| Goal of the exercise |
Write out every entry below exactly as it appears. Pictures do not belong in the copy.
--------------------------------
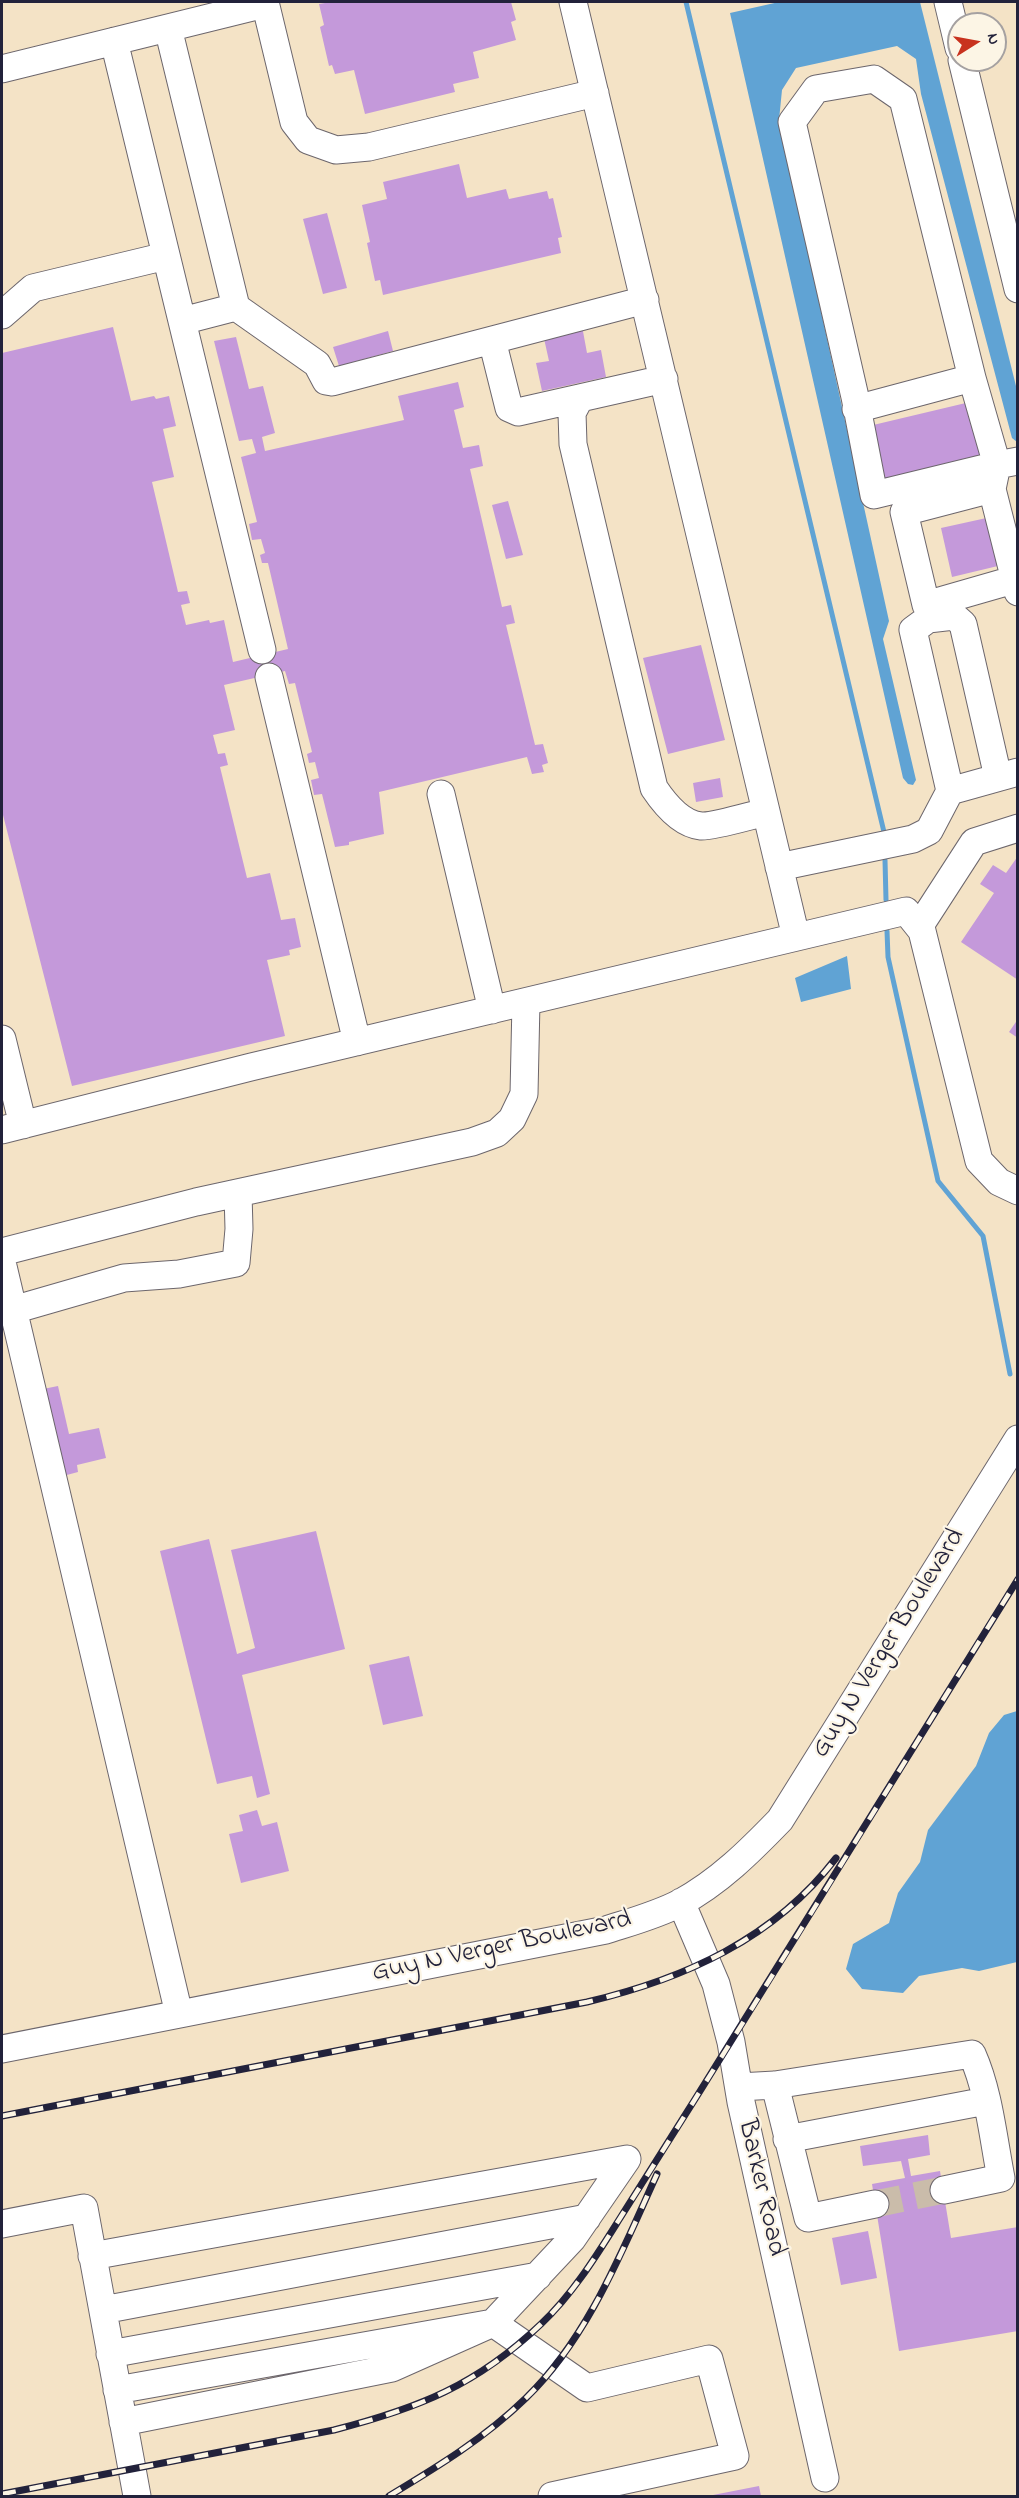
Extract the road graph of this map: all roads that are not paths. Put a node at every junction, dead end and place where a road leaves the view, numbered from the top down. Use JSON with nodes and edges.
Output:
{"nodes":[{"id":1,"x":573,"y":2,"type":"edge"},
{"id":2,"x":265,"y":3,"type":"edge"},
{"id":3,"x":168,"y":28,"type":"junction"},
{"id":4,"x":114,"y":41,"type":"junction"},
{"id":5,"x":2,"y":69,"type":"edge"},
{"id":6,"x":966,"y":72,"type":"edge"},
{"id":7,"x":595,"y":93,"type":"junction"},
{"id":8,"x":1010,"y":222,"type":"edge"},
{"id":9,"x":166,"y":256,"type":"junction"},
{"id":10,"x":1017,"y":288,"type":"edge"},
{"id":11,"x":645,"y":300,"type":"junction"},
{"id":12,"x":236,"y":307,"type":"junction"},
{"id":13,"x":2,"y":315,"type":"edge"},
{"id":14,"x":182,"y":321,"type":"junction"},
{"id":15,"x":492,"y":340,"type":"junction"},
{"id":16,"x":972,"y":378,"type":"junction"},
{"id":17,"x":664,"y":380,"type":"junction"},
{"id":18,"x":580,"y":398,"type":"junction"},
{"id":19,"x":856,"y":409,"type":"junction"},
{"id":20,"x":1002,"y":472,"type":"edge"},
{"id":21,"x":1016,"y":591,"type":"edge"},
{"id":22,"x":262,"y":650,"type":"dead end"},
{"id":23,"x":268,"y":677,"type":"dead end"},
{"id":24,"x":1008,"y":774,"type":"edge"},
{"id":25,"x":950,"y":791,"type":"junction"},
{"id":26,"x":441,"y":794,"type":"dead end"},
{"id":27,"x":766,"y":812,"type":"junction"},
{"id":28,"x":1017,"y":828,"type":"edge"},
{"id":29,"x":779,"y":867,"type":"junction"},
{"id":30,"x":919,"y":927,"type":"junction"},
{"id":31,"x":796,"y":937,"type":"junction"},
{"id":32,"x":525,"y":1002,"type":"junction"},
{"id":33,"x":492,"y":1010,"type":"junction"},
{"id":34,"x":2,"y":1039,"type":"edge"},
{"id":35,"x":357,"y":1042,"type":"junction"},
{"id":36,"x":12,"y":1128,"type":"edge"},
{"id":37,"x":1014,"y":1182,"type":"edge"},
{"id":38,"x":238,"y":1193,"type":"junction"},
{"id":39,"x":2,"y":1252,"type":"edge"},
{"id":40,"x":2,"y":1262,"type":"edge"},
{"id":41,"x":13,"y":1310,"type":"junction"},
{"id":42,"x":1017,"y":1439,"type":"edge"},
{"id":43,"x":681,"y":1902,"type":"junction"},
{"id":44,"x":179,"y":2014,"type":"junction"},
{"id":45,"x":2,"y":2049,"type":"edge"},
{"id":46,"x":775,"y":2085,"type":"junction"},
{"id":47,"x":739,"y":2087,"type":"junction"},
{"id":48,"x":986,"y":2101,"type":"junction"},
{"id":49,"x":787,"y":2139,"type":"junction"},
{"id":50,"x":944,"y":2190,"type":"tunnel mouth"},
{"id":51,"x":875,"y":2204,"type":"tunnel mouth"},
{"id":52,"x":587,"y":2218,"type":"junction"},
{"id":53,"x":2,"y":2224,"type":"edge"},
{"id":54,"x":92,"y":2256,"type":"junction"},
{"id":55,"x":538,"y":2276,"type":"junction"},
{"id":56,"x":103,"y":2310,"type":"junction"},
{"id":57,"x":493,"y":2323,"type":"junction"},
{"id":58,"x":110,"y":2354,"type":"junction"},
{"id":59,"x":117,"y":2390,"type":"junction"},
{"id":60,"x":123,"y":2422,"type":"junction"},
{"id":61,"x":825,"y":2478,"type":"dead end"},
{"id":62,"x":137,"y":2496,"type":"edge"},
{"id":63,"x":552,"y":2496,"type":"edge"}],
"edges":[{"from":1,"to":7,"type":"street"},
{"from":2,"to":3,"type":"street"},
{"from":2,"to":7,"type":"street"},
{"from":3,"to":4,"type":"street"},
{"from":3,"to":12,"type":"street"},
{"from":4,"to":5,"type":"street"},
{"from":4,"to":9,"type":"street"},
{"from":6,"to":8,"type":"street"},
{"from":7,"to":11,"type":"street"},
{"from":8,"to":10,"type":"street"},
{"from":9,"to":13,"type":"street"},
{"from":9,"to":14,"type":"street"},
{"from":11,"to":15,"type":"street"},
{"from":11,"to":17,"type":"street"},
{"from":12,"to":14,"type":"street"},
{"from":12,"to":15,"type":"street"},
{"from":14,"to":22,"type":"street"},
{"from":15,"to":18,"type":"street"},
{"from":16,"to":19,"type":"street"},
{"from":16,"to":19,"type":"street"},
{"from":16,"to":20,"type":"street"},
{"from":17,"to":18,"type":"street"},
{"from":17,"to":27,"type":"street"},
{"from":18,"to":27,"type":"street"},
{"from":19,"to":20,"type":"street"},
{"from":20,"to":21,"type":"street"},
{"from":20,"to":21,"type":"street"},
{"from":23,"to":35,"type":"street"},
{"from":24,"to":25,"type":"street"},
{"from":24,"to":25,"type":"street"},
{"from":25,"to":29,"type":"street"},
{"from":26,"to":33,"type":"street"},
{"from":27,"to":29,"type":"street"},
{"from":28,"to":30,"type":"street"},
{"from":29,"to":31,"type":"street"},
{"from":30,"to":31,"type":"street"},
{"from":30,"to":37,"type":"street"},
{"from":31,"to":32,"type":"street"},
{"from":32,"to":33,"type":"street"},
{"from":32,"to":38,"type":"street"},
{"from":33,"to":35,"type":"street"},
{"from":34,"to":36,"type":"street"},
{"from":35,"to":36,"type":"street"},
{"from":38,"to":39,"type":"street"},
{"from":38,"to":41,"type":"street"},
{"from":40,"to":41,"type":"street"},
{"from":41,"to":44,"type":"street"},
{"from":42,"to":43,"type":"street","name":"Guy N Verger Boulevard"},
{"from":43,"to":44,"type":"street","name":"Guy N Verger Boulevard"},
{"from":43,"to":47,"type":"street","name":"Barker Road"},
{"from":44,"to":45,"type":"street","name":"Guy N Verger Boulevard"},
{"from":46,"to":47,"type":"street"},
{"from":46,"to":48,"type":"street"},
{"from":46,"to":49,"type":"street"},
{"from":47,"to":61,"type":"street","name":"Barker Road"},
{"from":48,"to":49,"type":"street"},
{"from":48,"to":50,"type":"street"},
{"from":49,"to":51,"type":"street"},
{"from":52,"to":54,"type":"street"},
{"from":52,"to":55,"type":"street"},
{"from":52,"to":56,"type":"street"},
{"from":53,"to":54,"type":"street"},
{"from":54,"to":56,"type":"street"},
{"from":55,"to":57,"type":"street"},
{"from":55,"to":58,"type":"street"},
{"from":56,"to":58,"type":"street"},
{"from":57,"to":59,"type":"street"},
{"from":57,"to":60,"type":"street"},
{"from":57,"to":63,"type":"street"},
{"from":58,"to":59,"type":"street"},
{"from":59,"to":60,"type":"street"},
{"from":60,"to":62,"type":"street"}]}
--------------------------------
| Solution to the exercise |
Extract the road graph of this map: all roads that are not paths. Put a node at every junction, dead end and place where a road leaves the view, numbered from the top down. Use JSON with nodes and edges.
Output:
{"nodes":[{"id":1,"x":573,"y":2,"type":"edge"},
{"id":2,"x":265,"y":3,"type":"edge"},
{"id":3,"x":168,"y":28,"type":"junction"},
{"id":4,"x":114,"y":41,"type":"junction"},
{"id":5,"x":2,"y":69,"type":"edge"},
{"id":6,"x":966,"y":72,"type":"edge"},
{"id":7,"x":595,"y":93,"type":"junction"},
{"id":8,"x":1010,"y":222,"type":"edge"},
{"id":9,"x":166,"y":256,"type":"junction"},
{"id":10,"x":1017,"y":288,"type":"edge"},
{"id":11,"x":645,"y":300,"type":"junction"},
{"id":12,"x":236,"y":307,"type":"junction"},
{"id":13,"x":2,"y":315,"type":"edge"},
{"id":14,"x":182,"y":321,"type":"junction"},
{"id":15,"x":492,"y":340,"type":"junction"},
{"id":16,"x":972,"y":378,"type":"junction"},
{"id":17,"x":664,"y":380,"type":"junction"},
{"id":18,"x":580,"y":398,"type":"junction"},
{"id":19,"x":856,"y":409,"type":"junction"},
{"id":20,"x":1002,"y":472,"type":"edge"},
{"id":21,"x":1016,"y":591,"type":"edge"},
{"id":22,"x":262,"y":650,"type":"dead end"},
{"id":23,"x":268,"y":677,"type":"dead end"},
{"id":24,"x":1008,"y":774,"type":"edge"},
{"id":25,"x":950,"y":791,"type":"junction"},
{"id":26,"x":441,"y":794,"type":"dead end"},
{"id":27,"x":766,"y":812,"type":"junction"},
{"id":28,"x":1017,"y":828,"type":"edge"},
{"id":29,"x":779,"y":867,"type":"junction"},
{"id":30,"x":919,"y":927,"type":"junction"},
{"id":31,"x":796,"y":937,"type":"junction"},
{"id":32,"x":525,"y":1002,"type":"junction"},
{"id":33,"x":492,"y":1010,"type":"junction"},
{"id":34,"x":2,"y":1039,"type":"edge"},
{"id":35,"x":357,"y":1042,"type":"junction"},
{"id":36,"x":12,"y":1128,"type":"edge"},
{"id":37,"x":1014,"y":1182,"type":"edge"},
{"id":38,"x":238,"y":1193,"type":"junction"},
{"id":39,"x":2,"y":1252,"type":"edge"},
{"id":40,"x":2,"y":1262,"type":"edge"},
{"id":41,"x":13,"y":1310,"type":"junction"},
{"id":42,"x":1017,"y":1439,"type":"edge"},
{"id":43,"x":681,"y":1902,"type":"junction"},
{"id":44,"x":179,"y":2014,"type":"junction"},
{"id":45,"x":2,"y":2049,"type":"edge"},
{"id":46,"x":775,"y":2085,"type":"junction"},
{"id":47,"x":739,"y":2087,"type":"junction"},
{"id":48,"x":986,"y":2101,"type":"junction"},
{"id":49,"x":787,"y":2139,"type":"junction"},
{"id":50,"x":944,"y":2190,"type":"tunnel mouth"},
{"id":51,"x":875,"y":2204,"type":"tunnel mouth"},
{"id":52,"x":587,"y":2218,"type":"junction"},
{"id":53,"x":2,"y":2224,"type":"edge"},
{"id":54,"x":92,"y":2256,"type":"junction"},
{"id":55,"x":538,"y":2276,"type":"junction"},
{"id":56,"x":103,"y":2310,"type":"junction"},
{"id":57,"x":493,"y":2323,"type":"junction"},
{"id":58,"x":110,"y":2354,"type":"junction"},
{"id":59,"x":117,"y":2390,"type":"junction"},
{"id":60,"x":123,"y":2422,"type":"junction"},
{"id":61,"x":825,"y":2478,"type":"dead end"},
{"id":62,"x":137,"y":2496,"type":"edge"},
{"id":63,"x":552,"y":2496,"type":"edge"}],
"edges":[{"from":1,"to":7,"type":"street"},
{"from":2,"to":3,"type":"street"},
{"from":2,"to":7,"type":"street"},
{"from":3,"to":4,"type":"street"},
{"from":3,"to":12,"type":"street"},
{"from":4,"to":5,"type":"street"},
{"from":4,"to":9,"type":"street"},
{"from":6,"to":8,"type":"street"},
{"from":7,"to":11,"type":"street"},
{"from":8,"to":10,"type":"street"},
{"from":9,"to":13,"type":"street"},
{"from":9,"to":14,"type":"street"},
{"from":11,"to":15,"type":"street"},
{"from":11,"to":17,"type":"street"},
{"from":12,"to":14,"type":"street"},
{"from":12,"to":15,"type":"street"},
{"from":14,"to":22,"type":"street"},
{"from":15,"to":18,"type":"street"},
{"from":16,"to":19,"type":"street"},
{"from":16,"to":19,"type":"street"},
{"from":16,"to":20,"type":"street"},
{"from":17,"to":18,"type":"street"},
{"from":17,"to":27,"type":"street"},
{"from":18,"to":27,"type":"street"},
{"from":19,"to":20,"type":"street"},
{"from":20,"to":21,"type":"street"},
{"from":20,"to":21,"type":"street"},
{"from":23,"to":35,"type":"street"},
{"from":24,"to":25,"type":"street"},
{"from":24,"to":25,"type":"street"},
{"from":25,"to":29,"type":"street"},
{"from":26,"to":33,"type":"street"},
{"from":27,"to":29,"type":"street"},
{"from":28,"to":30,"type":"street"},
{"from":29,"to":31,"type":"street"},
{"from":30,"to":31,"type":"street"},
{"from":30,"to":37,"type":"street"},
{"from":31,"to":32,"type":"street"},
{"from":32,"to":33,"type":"street"},
{"from":32,"to":38,"type":"street"},
{"from":33,"to":35,"type":"street"},
{"from":34,"to":36,"type":"street"},
{"from":35,"to":36,"type":"street"},
{"from":38,"to":39,"type":"street"},
{"from":38,"to":41,"type":"street"},
{"from":40,"to":41,"type":"street"},
{"from":41,"to":44,"type":"street"},
{"from":42,"to":43,"type":"street","name":"Guy N Verger Boulevard"},
{"from":43,"to":44,"type":"street","name":"Guy N Verger Boulevard"},
{"from":43,"to":47,"type":"street","name":"Barker Road"},
{"from":44,"to":45,"type":"street","name":"Guy N Verger Boulevard"},
{"from":46,"to":47,"type":"street"},
{"from":46,"to":48,"type":"street"},
{"from":46,"to":49,"type":"street"},
{"from":47,"to":61,"type":"street","name":"Barker Road"},
{"from":48,"to":49,"type":"street"},
{"from":48,"to":50,"type":"street"},
{"from":49,"to":51,"type":"street"},
{"from":52,"to":54,"type":"street"},
{"from":52,"to":55,"type":"street"},
{"from":52,"to":56,"type":"street"},
{"from":53,"to":54,"type":"street"},
{"from":54,"to":56,"type":"street"},
{"from":55,"to":57,"type":"street"},
{"from":55,"to":58,"type":"street"},
{"from":56,"to":58,"type":"street"},
{"from":57,"to":59,"type":"street"},
{"from":57,"to":60,"type":"street"},
{"from":57,"to":63,"type":"street"},
{"from":58,"to":59,"type":"street"},
{"from":59,"to":60,"type":"street"},
{"from":60,"to":62,"type":"street"}]}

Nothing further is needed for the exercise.